> _Materials provided_
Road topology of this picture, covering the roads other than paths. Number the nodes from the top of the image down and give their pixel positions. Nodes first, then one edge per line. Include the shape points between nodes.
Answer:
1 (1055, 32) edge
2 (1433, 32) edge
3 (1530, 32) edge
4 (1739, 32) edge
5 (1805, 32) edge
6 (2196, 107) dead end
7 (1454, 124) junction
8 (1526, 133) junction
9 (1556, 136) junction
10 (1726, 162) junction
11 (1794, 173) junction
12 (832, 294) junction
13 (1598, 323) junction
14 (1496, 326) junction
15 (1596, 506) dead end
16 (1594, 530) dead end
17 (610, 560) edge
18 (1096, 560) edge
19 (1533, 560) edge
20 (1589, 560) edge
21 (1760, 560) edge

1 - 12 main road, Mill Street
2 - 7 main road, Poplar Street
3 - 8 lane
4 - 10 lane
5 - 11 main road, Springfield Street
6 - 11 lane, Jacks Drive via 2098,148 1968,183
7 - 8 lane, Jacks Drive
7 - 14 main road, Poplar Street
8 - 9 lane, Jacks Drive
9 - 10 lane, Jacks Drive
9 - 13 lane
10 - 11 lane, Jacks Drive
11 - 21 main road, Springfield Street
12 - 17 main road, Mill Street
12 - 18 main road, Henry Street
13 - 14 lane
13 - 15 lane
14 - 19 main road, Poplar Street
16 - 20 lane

> _Work task_
Output the records once more, exactly as they stand.

> _Answer space_
Road topology of this picture, covering the roads other than paths. Number the nodes from the top of the image down and give their pixel positions. Nodes first, then one edge per line. Include the shape points between nodes.
Answer:
1 (1055, 32) edge
2 (1433, 32) edge
3 (1530, 32) edge
4 (1739, 32) edge
5 (1805, 32) edge
6 (2196, 107) dead end
7 (1454, 124) junction
8 (1526, 133) junction
9 (1556, 136) junction
10 (1726, 162) junction
11 (1794, 173) junction
12 (832, 294) junction
13 (1598, 323) junction
14 (1496, 326) junction
15 (1596, 506) dead end
16 (1594, 530) dead end
17 (610, 560) edge
18 (1096, 560) edge
19 (1533, 560) edge
20 (1589, 560) edge
21 (1760, 560) edge

1 - 12 main road, Mill Street
2 - 7 main road, Poplar Street
3 - 8 lane
4 - 10 lane
5 - 11 main road, Springfield Street
6 - 11 lane, Jacks Drive via 2098,148 1968,183
7 - 8 lane, Jacks Drive
7 - 14 main road, Poplar Street
8 - 9 lane, Jacks Drive
9 - 10 lane, Jacks Drive
9 - 13 lane
10 - 11 lane, Jacks Drive
11 - 21 main road, Springfield Street
12 - 17 main road, Mill Street
12 - 18 main road, Henry Street
13 - 14 lane
13 - 15 lane
14 - 19 main road, Poplar Street
16 - 20 lane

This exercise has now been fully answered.